La ponencia corrió a cargo de Daniel Canales, miembro del Área de Investigación
y Políticas de Amnistía Internacional, quien explicó que el manual pretende
"servir de guía práctica de las normas pertinentes de derechos humanos" para
todas las personas que se ocupan de analizar en qué medida un proceso penal o
sistema de justicia cumple con las normas internacionales de justicia procesal.
El sistema de justicia en sí pierde su credibilidad.En este Manual de Juicios
Justos encontrarán una guía a las normas internacionales y regionales sobre
justicia procesal que protegen el derecho a un juicio justo.

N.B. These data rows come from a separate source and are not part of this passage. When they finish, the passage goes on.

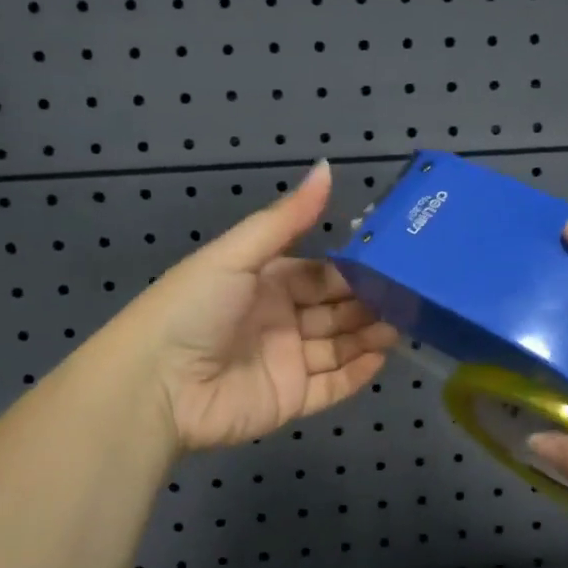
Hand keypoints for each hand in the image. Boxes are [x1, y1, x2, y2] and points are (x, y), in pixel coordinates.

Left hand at [116, 160, 398, 453]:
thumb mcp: (236, 256)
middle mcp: (277, 320)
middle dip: (368, 303)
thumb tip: (327, 166)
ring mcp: (284, 363)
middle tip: (411, 295)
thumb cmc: (193, 309)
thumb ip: (285, 218)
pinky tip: (384, 357)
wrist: (156, 386)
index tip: (391, 262)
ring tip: (406, 324)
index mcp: (263, 283)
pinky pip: (331, 387)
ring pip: (338, 347)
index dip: (351, 270)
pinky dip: (358, 374)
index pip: (318, 274)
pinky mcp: (289, 401)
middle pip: (333, 310)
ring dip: (369, 335)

El propósito de la
obra es que sea utilizada por quienes asisten a juicios en calidad de
observadores y por quienes se ocupan de evaluar las garantías presentes en una
causa concreta, así como por aquellos que deseen comprobar si el sistema de
justicia penal de un país particular garantiza el respeto de las normas
internacionales para la celebración de juicios justo
Vázquez, por su parte, incidió en que la función del abogado es fundamental para
salvaguardar los derechos de los justiciables, para lo que es necesaria una
actualización permanente con el fin de "saber actuar ante cualquier tipo de
injusticia".
El documento de Amnistía Internacional evalúa si un proceso es justo en función
a tres premisas: comprobando si el modo en que se lleva a cabo el procedimiento
cumple la legislación nacional, si esas leyes nacionales están en consonancia
con las garantías internacionales de justicia procesal y si la aplicación de
dichas leyes está de igual modo conforme a las normas internacionales.